2. CONNECT SENSOR CABLE
a) Slide junction box cover up.
b) Route cable thru strain relief opening at bottom of junction box.
Secure cable by tightening packing nut.
c) Connect sensor cable to terminals. See wiring diagram.
d) Slide junction box cover down.
3. ALIGN VANE
a) Connect instrument to an indicator.
b) Choose a known wind direction reference point on the horizon.

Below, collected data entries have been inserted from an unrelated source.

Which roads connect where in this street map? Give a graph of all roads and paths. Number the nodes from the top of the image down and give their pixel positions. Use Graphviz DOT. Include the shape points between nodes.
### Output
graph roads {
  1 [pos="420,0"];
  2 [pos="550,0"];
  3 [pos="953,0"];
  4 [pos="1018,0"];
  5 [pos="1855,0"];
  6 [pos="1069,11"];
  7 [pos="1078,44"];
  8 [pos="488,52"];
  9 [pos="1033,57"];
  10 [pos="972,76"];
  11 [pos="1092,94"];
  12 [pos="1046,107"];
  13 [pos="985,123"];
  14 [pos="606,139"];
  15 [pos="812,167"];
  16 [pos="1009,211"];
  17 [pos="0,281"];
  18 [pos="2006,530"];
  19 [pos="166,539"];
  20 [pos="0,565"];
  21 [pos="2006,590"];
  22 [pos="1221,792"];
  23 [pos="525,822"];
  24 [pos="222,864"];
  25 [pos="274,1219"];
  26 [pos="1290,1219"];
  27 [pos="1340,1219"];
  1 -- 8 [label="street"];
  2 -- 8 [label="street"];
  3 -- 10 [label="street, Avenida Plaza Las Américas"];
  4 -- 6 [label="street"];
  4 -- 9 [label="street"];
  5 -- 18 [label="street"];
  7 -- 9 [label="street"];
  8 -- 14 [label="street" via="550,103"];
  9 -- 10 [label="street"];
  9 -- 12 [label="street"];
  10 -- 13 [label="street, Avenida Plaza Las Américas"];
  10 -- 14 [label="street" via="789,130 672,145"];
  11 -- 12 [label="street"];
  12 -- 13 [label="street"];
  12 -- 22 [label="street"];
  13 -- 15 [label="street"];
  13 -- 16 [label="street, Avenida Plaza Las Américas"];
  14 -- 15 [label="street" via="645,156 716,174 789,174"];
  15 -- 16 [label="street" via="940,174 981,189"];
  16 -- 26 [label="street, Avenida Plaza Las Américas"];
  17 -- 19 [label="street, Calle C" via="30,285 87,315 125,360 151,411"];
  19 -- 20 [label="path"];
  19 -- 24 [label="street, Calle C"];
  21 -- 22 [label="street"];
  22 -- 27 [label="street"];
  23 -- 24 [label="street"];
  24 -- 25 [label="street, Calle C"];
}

c) Sighting down instrument centerline, point nose cone at
reference point on horizon.
d) While holding vane in position, slowly turn base until indicator
shows proper value.
e) Tighten mounting post band clamp.
f) Engage orientation ring indexing pin in notch at instrument
base.
g) Tighten orientation ring band clamp.
CALIBRATION
The Wind Monitor is fully calibrated before shipment and should
require no adjustments. Recalibration may be necessary after some
maintenance operations. Periodic calibration checks are desirable
and may be necessary where the instrument is used in programs
which require auditing of sensor performance.
Accurate wind direction calibration requires a Model 18112 Vane
Angle Bench Stand. Begin by connecting the instrument to a
signal conditioning circuit which has some method of indicating
azimuth value. This may be a display which shows azimuth values
in angular degrees or simply a voltmeter monitoring the output.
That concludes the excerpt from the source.